◆ **Recorded information**

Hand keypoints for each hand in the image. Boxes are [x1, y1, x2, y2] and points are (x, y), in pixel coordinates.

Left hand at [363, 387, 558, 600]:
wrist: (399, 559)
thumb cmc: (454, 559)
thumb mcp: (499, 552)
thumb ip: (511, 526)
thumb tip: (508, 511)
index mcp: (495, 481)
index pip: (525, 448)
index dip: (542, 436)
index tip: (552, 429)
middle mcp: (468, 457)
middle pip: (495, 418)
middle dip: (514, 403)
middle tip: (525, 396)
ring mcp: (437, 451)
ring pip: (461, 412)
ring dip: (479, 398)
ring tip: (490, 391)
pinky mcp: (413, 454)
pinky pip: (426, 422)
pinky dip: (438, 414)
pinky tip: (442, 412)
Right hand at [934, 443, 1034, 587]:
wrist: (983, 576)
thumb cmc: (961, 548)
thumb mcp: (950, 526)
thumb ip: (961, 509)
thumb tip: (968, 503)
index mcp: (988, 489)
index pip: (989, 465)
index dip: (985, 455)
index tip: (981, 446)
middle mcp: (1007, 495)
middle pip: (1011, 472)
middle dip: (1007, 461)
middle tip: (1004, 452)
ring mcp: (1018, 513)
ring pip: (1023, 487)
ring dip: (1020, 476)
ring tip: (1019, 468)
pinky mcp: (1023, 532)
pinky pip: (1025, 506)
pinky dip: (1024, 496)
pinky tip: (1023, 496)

---

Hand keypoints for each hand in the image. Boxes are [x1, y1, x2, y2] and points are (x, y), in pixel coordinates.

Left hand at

◆ **Work required**
Only the lines above starting with the one with "thumb cmc: (454, 559)" and going through the one with "pinky tip: (1023, 496)" are to be copied, word for word and with both ends kept.

◆ **The answer**
thumb cmc: (454, 559)
thumb mcp: (499, 552)
thumb ip: (511, 526)
thumb tip: (508, 511)
index mcp: (495, 481)
index pip: (525, 448)
index dip: (542, 436)
index tip: (552, 429)
middle mcp: (468, 457)
middle pip: (495, 418)
middle dip: (514, 403)
middle tip: (525, 396)
ring mcp: (437, 451)
ring pip: (461, 412)
ring dip: (479, 398)
ring tip: (490, 391)
pinky mcp: (413, 454)
pinky pip: (426, 422)
pinky dip: (438, 414)
pinky tip: (442, 412)
Right hand at [934, 443, 1034, 587]:
wrist: (983, 576)
thumb cmc: (961, 548)
thumb mcp: (950, 526)
thumb ip: (961, 509)
thumb tip: (968, 503)
index mcp: (988, 489)
index pip: (989, 465)
index dip: (985, 455)
index tip: (981, 446)
middle mcp: (1007, 495)
middle pip: (1011, 472)
middle dip: (1007, 461)
middle tip: (1004, 452)
ring mcp: (1018, 513)
ring pip: (1023, 487)
ring dip: (1020, 476)
ring tip: (1019, 468)
pinky mcp: (1023, 532)
pinky pip: (1025, 506)
pinky dip: (1024, 496)
pinky tip: (1023, 496)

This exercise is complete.